** Opening SOURCE MATERIAL block **
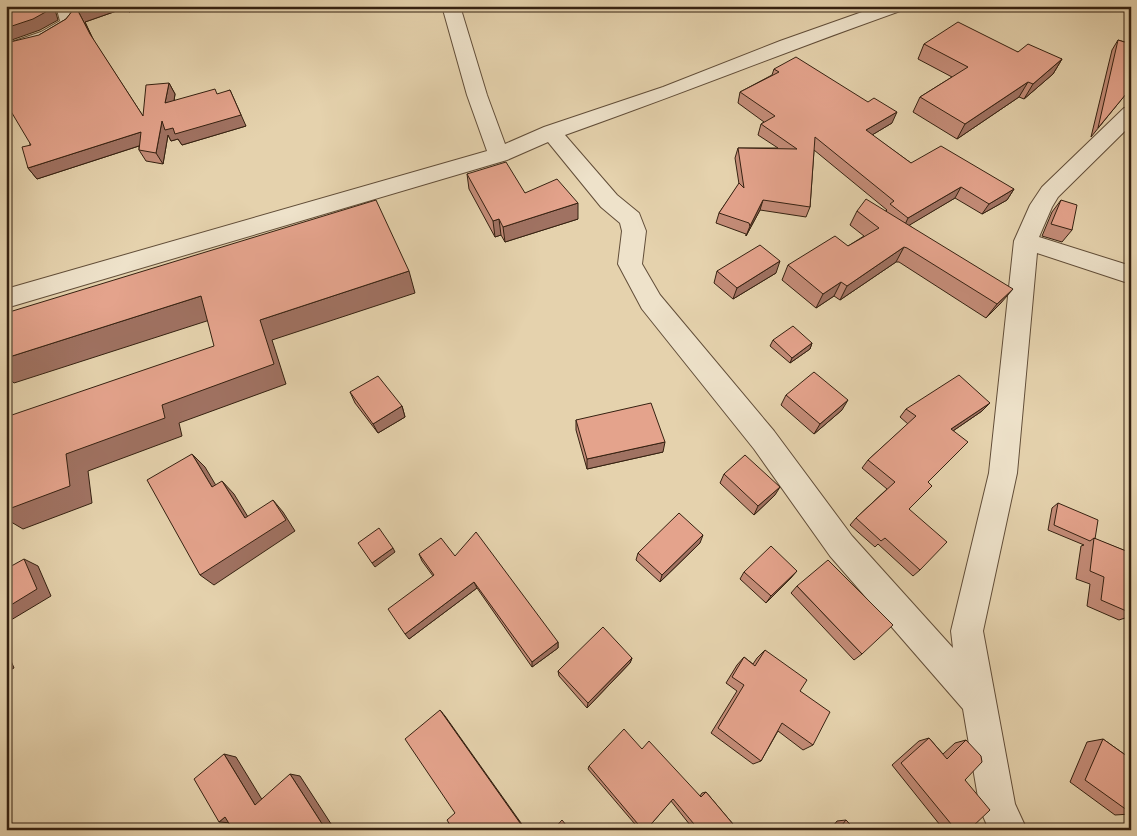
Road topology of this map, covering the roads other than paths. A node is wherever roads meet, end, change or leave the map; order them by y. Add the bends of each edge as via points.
1 (65, 6) edge
2 (451, 6) edge
3 (897, 6) edge
4 (6, 50) edge
5 (1131, 113) edge
6 (551, 132) junction
7 (499, 155) junction
8 (1026, 241) junction
9 (1131, 275) edge
10 (6, 299) edge
11 (979, 701) junction
12 (1009, 830) edge

1 - 4 street via 69,22 54,34
2 - 7 street via 477,95
3 - 6 street
5 - 8 street via 1050,192
6 - 7 street
6 - 11 street via 609,200 631,218 634,231 630,264 652,302 764,440 841,546
7 - 10 street
8 - 9 street
8 - 11 street via 1003,474 967,631
11 - 12 street via 998,809

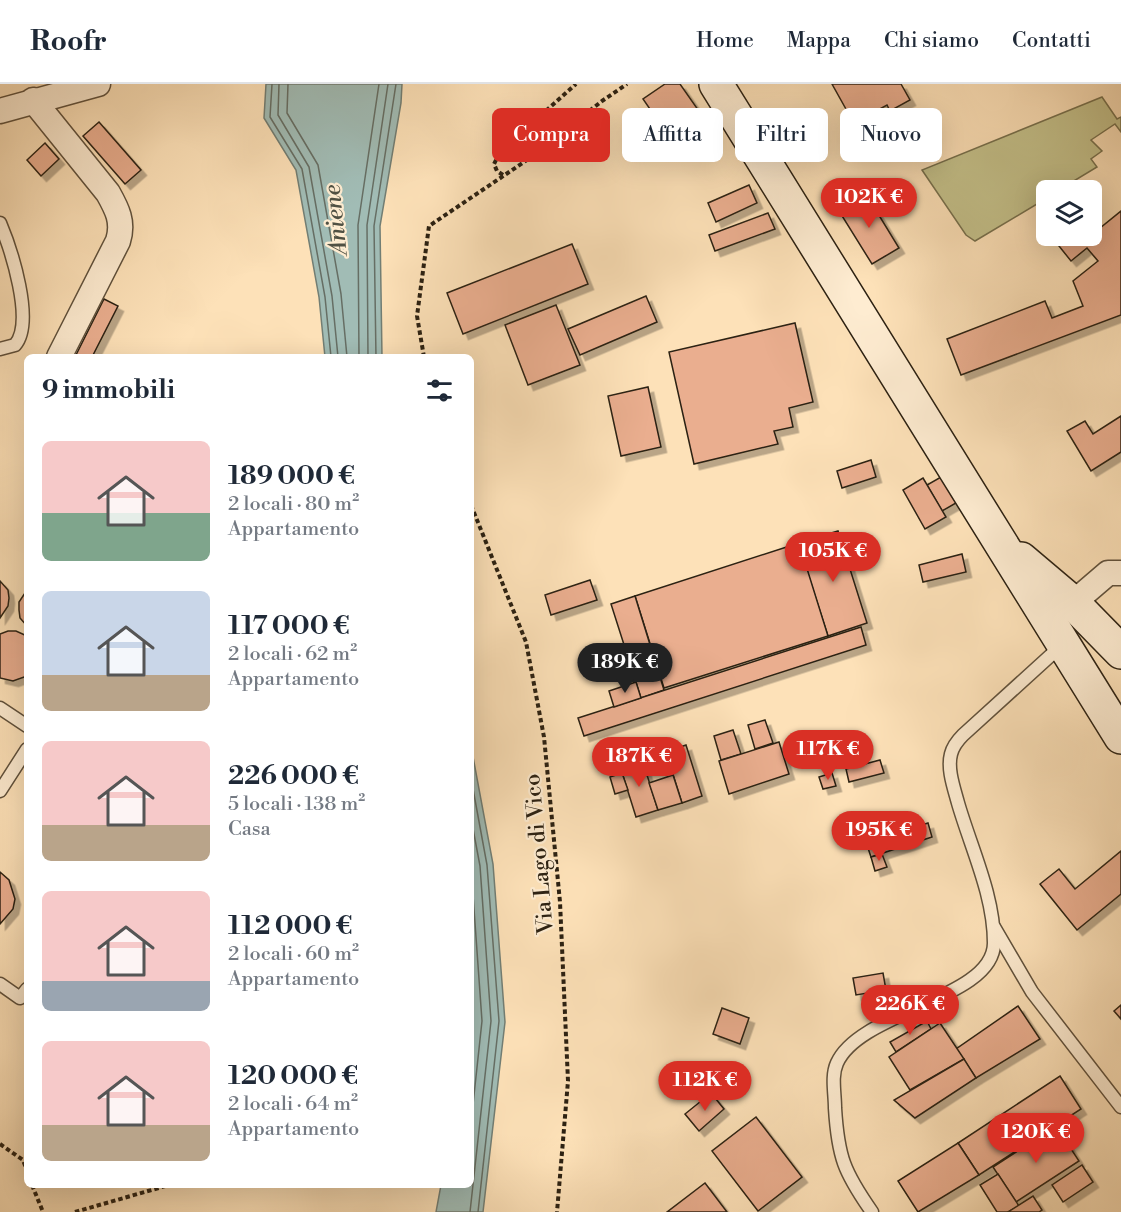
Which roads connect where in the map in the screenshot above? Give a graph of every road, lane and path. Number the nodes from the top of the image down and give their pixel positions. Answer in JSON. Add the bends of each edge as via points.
{"nodes":[{"id":1,"x":98,"y":84,"type":"edge"},
{"id":2,"x":576,"y":84,"type":"edge"},
{"id":3,"x":627,"y":84,"type":"edge"},
{"id":4,"x":716,"y":84,"type":"edge"},
{"id":5,"x":33,"y":100,"type":"junction"},
{"id":6,"x":0,"y":111,"type":"edge"},
{"id":7,"x":504,"y":175,"type":"junction"},
{"id":8,"x":0,"y":223,"type":"edge"},
{"id":9,"x":0,"y":350,"type":"edge"},
{"id":10,"x":61,"y":354,"type":"edge"},
{"id":11,"x":423,"y":354,"type":"edge"},
{"id":12,"x":474,"y":512,"type":"edge"},
{"id":13,"x":998,"y":538,"type":"junction"},
{"id":14,"x":1117,"y":570,"type":"edge"},
{"id":15,"x":1073,"y":603,"type":"junction"},
{"id":16,"x":1063,"y":644,"type":"junction"},
{"id":17,"x":1121,"y":652,"type":"edge"},
{"id":18,"x":0,"y":708,"type":"edge"},
{"id":19,"x":24,"y":724,"type":"edge"},
{"id":20,"x":1121,"y":738,"type":"edge"},
{"id":21,"x":24,"y":754,"type":"edge"},
{"id":22,"x":0,"y":791,"type":"edge"},
{"id":23,"x":992,"y":923,"type":"junction"},
{"id":24,"x":0,"y":984,"type":"edge"},
{"id":25,"x":24,"y":992,"type":"edge"},
{"id":26,"x":1121,"y":1107,"type":"edge"},
{"id":27,"x":0,"y":1144,"type":"edge"},
{"id":28,"x":24,"y":1163,"type":"edge"},
{"id":29,"x":33,"y":1188,"type":"edge"},
{"id":30,"x":159,"y":1188,"type":"edge"},
{"id":31,"x":43,"y":1212,"type":"edge"},
{"id":32,"x":75,"y":1212,"type":"edge"},
{"id":33,"x":557,"y":1212,"type":"edge"},
{"id":34,"x":872,"y":1212,"type":"edge"}],
"edges":[{"from":1,"to":5,"type":"street"},
{"from":2,"to":7,"type":"path","via":[[500,152],[494,164],[496,171]]},
{"from":3,"to":7,"type":"path"},
{"from":4,"to":13,"type":"main road"},
{"from":5,"to":6,"type":"street"},
{"from":5,"to":10,"type":"street","via":[[108,193],[121,227],[118,241]]},
{"from":7,"to":11,"type":"path","via":[[429,226],[417,316]]},
{"from":8,"to":9,"type":"lane","via":[[16,270],[21,328],[15,345]]},
{"from":12,"to":33,"type":"path","name":"Via Lago di Vico","via":[[526,642],[544,737],[560,902],[568,1081]]},
{"from":13,"to":15,"type":"main road"},
{"from":13,"to":16,"type":"main road"},
{"from":14,"to":15,"type":"street"},
{"from":15,"to":17,"type":"main road"},
{"from":16,"to":20,"type":"main road"},
{"from":16,"to":23,"type":"lane","via":[[963,735],[951,753],[954,788]]},
{"from":18,"to":19,"type":"lane"},
{"from":21,"to":22,"type":"lane"},
{"from":23,"to":26,"type":"lane","via":[[1032,992]]},
{"from":23,"to":34,"type":"lane","via":[[993,952],[980,971],[940,997],[865,1033],[845,1049],[837,1063],[834,1080],[840,1157],[847,1175]]},
{"from":24,"to":25,"type":"lane","via":[[20,998]]},
{"from":27,"to":28,"type":"path"},
{"from":29,"to":31,"type":"path"},
{"from":30,"to":32,"type":"path"}]}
** Closing SOURCE MATERIAL block **
### WHAT IS NEEDED
A verbatim transcript of the entries above is required, with the pictures left out.

### ANSWER BOX
Road topology of this map, covering the roads other than paths. A node is wherever roads meet, end, change or leave the map; order them by y. Add the bends of each edge as via points.
1 (65, 6) edge
2 (451, 6) edge
3 (897, 6) edge
4 (6, 50) edge
5 (1131, 113) edge
6 (551, 132) junction
7 (499, 155) junction
8 (1026, 241) junction
9 (1131, 275) edge
10 (6, 299) edge
11 (979, 701) junction
12 (1009, 830) edge

1 - 4 street via 69,22 54,34
2 - 7 street via 477,95
3 - 6 street
5 - 8 street via 1050,192
6 - 7 street
6 - 11 street via 609,200 631,218 634,231 630,264 652,302 764,440 841,546
7 - 10 street
8 - 9 street
8 - 11 street via 1003,474 967,631
11 - 12 street via 998,809

Which roads connect where in the map in the screenshot above? Give a graph of every road, lane and path. Number the nodes from the top of the image down and give their pixel positions. Answer in JSON. Add the bends of each edge as via points.
{"nodes":[{"id":1,"x":98,"y":84,"type":"edge"},
{"id":2,"x":576,"y":84,"type":"edge"},
{"id":3,"x":627,"y":84,"type":"edge"},
{"id":4,"x":716,"y":84,"type":"edge"},
{"id":5,"x":33,"y":100,"type":"junction"},
{"id":6,"x":0,"y":111,"type":"edge"},
{"id":7,"x":504,"y":175,"type":"junction"},
{"id":8,"x":0,"y":223,"type":"edge"},
{"id":9,"x":0,"y":350,"type":"edge"},
{"id":10,"x":61,"y":354,"type":"edge"},
{"id":11,"x":423,"y":354,"type":"edge"},
{"id":12,"x":474,"y":512,"type":"edge"},
{"id":13,"x":998,"y":538,"type":"junction"},
{"id":14,"x":1117,"y":570,"type":"edge"},
{"id":15,"x":1073,"y":603,"type":"junction"},
{"id":16,"x":1063,"y":644,"type":"junction"},
{"id":17,"x":1121,"y":652,"type":"edge"},
{"id":18,"x":0,"y":708,"type":"edge"},
{"id":19,"x":24,"y":724,"type":"edge"},
{"id":20,"x":1121,"y":738,"type":"edge"},
{"id":21,"x":24,"y":754,"type":"edge"},
{"id":22,"x":0,"y":791,"type":"edge"},
{"id":23,"x":992,"y":923,"type":"junction"},
{"id":24,"x":0,"y":984,"type":"edge"},
{"id":25,"x":24,"y":992,"type":"edge"},
{"id":26,"x":1121,"y":1107,"type":"edge"},
{"id":27,"x":0,"y":1144,"type":"edge"},
{"id":28,"x":24,"y":1163,"type":"edge"},
{"id":29,"x":33,"y":1188,"type":"edge"},
{"id":30,"x":159,"y":1188,"type":"edge"},
{"id":31,"x":43,"y":1212,"type":"edge"},
{"id":32,"x":75,"y":1212,"type":"edge"},
{"id":33,"x":557,"y":1212,"type":"edge"},
{"id":34,"x":872,"y":1212,"type":"edge"}],
"edges":[{"from":1,"to":5,"type":"street"},
{"from":2,"to":7,"type":"path","via":[[500,152],[494,164],[496,171]]},
{"from":3,"to":7,"type":"path"},
{"from":4,"to":13,"type":"main road"},
{"from":5,"to":6,"type":"street"},
{"from":5,"to":10,"type":"street","via":[[108,193],[121,227],[118,241]]},
{"from":7,"to":11,"type":"path","via":[[429,226],[417,316]]},
{"from":8,"to":9,"type":"lane","via":[[16,270],[21,328],[15,345]]},
{"from":12,"to":33,"type":"path","name":"Via Lago di Vico","via":[[526,642],[544,737],[560,902],[568,1081]]},
{"from":13,"to":15,"type":"main road"},
{"from":13,"to":16,"type":"main road"},
{"from":14,"to":15,"type":"street"},
{"from":15,"to":17,"type":"main road"},
{"from":16,"to":20,"type":"main road"},
{"from":16,"to":23,"type":"lane","via":[[963,735],[951,753],[954,788]]},
{"from":18,"to":19,"type":"lane"},
{"from":21,"to":22,"type":"lane"},
{"from":23,"to":26,"type":"lane","via":[[1032,992]]},
{"from":23,"to":34,"type":"lane","via":[[993,952],[980,971],[940,997],[865,1033],[845,1049],[837,1063],[834,1080],[840,1157],[847,1175]]},
{"from":24,"to":25,"type":"lane","via":[[20,998]]},
{"from":27,"to":28,"type":"path"},
{"from":29,"to":31,"type":"path"},
{"from":30,"to":32,"type":"path"}]}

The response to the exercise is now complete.